Configuration issues with Hardimagenet and problems loading LLaMA model `.pt` file

Question

Configuration issues with Hardimagenet and problems loading LLaMA model `.pt` file

XiangLiSky opened this issue 8 months ago · comments

Thank you for publishing this repository.
I've been trying to work with the Hardimagenet and LLaMA model but came across a couple of issues that hoping to get some help with.

Firstly, as I set up Hardimagenet, I ran into some confusion regarding the directory structure and the specific paths for various files and folders within the dataset. Could you please clarify or provide documentation detailing the expected folder hierarchy and path relationships for Hardimagenet?
Secondly, I am encountering an error when trying to load the .pt file for the LLaMA model. The error message I receive is as follows:

2023-12-11 16:42:50.125 | INFO     | lance.edit_captions:load_model:97 - [Loading fine-tuned LLaMA model]
Traceback (most recent call last):
  File "main.py", line 292, in <module>
    main(args)
  File "main.py", line 115, in main
    caption_editor = CaptionEditor(
  File "/home/user/Experiement/Lance/lance/edit_captions.py", line 70, in __init__
    self.model = self.load_model()
  File "/home/user/Experiement/Lance/lance/edit_captions.py", line 101, in load_model
    with lazy_load(pretrained_path) as pretrained_checkpoint, lazy_load(
  File "/home/user/Experiement/Lance/lit-llama/lit_llama/utils.py", line 331, in __init__
    self.zf = torch._C.PyTorchFileReader(str(fn))
RuntimeError: PytorchStreamReader failed reading zip archive: failed finding central directory
Traceback (most recent call last):
  File "/home/user/.local/bin/accelerate", line 8, in <module>
    sys.exit(main())
  File "/home/user/.local/lib/python3.8/site-packages/accelerate/commands/accelerate_cli.py", line 47, in main
    args.func(args)
  File "/home/user/.local/lib/python3.8/site-packages/accelerate/commands/launch.py", line 994, in launch_command
    simple_launcher(args)
  File "/home/user/.local/lib/python3.8/site-packages/accelerate/commands/launch.py", line 636, in simple_launcher
    raise subprocess.CalledProcessError(returncode=process.returncode, cmd=cmd)
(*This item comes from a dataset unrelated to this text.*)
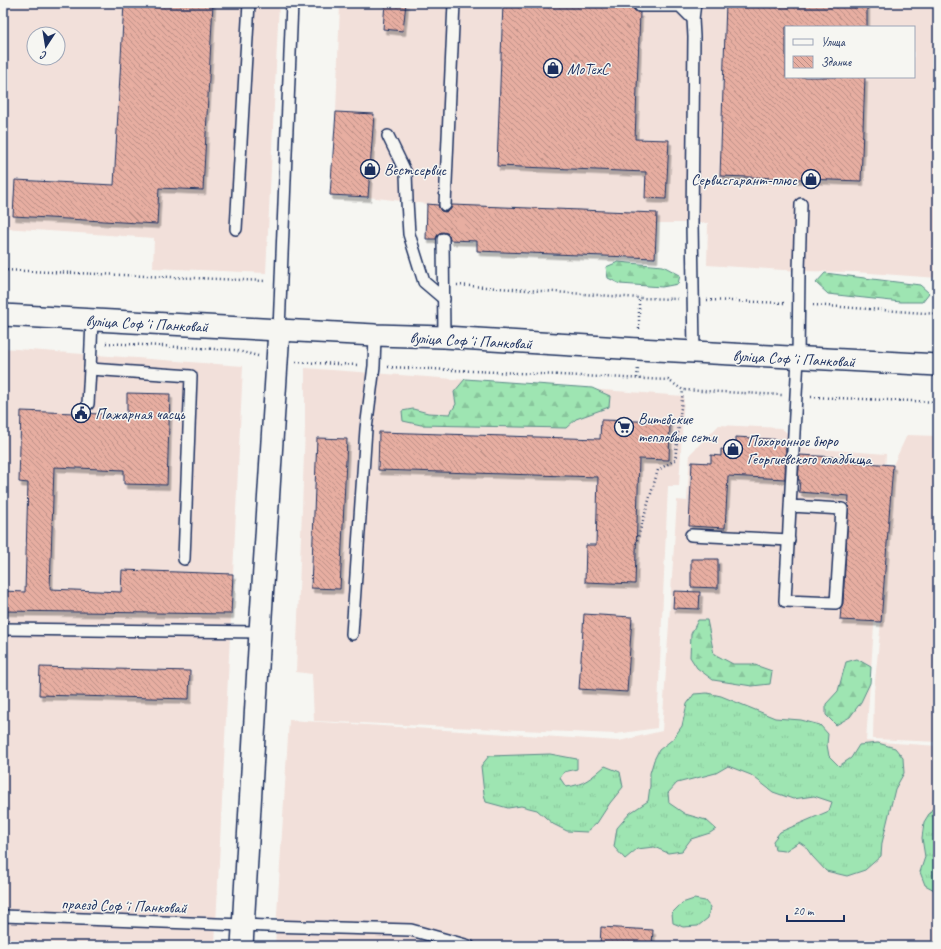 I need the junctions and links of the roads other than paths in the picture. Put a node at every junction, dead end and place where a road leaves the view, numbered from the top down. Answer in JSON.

The traceback indicates an issue with reading the PyTorch file reader's zip archive, which I suspect might be need to connected to the model's zip package with .pt file.

Any advice or troubleshooting steps would be much appreciated.

Sriram Yenamandra · Answer 1 · Thu Dec 28 2023 02:00:33 GMT+0800 (China Standard Time)

Hi, thanks for creating the issue!

To run on HardImageNet, you can follow the commands here. We point to the ImageNet val set here and the dataset will include only the
HardImageNet images if you specify --dset_name HardImageNet.
For example: if we pass --img_dir /path/to/ImageNet/val, it should have images listed here at paths that look like /path/to/ImageNet/val/n03218198/ILSVRC2012_val_00002266.JPEG.
Can you please check if the checkpoint files are downloaded properly under checkpoints/caption_editing? What are the sizes of files you see? The three files should have sizes of 26G, 8.1M, and 489K.
If you see that the files are not downloaded properly, please run git lfs pull inside checkpoints/caption_editing.

Please let us know if the above don't work.

Xiang · Answer 2 · Thu Jan 04 2024 11:54:54 GMT+0800 (China Standard Time)

Hi, thanks for creating the issue!

To run on HardImageNet, you can follow the commands here. We point to the ImageNet val set here and the dataset will include only the
HardImageNet images if you specify --dset_name HardImageNet.
For example: if we pass --img_dir /path/to/ImageNet/val, it should have images listed here at paths that look like /path/to/ImageNet/val/n03218198/ILSVRC2012_val_00002266.JPEG.

Can you please check if the checkpoint files are downloaded properly under checkpoints/caption_editing? What are the sizes of files you see? The three files should have sizes of 26G, 8.1M, and 489K.
If you see that the files are not downloaded properly, please run git lfs pull inside checkpoints/caption_editing.

Please let us know if the above don't work.

Hi, thank you for your advice.

There are still some small errors for the first problem but I think I can overcome them anyway.

The second problem is that the three checkpoint files were not fully downloaded when I cloned the project. I ran git lfs pull and have solved this problem.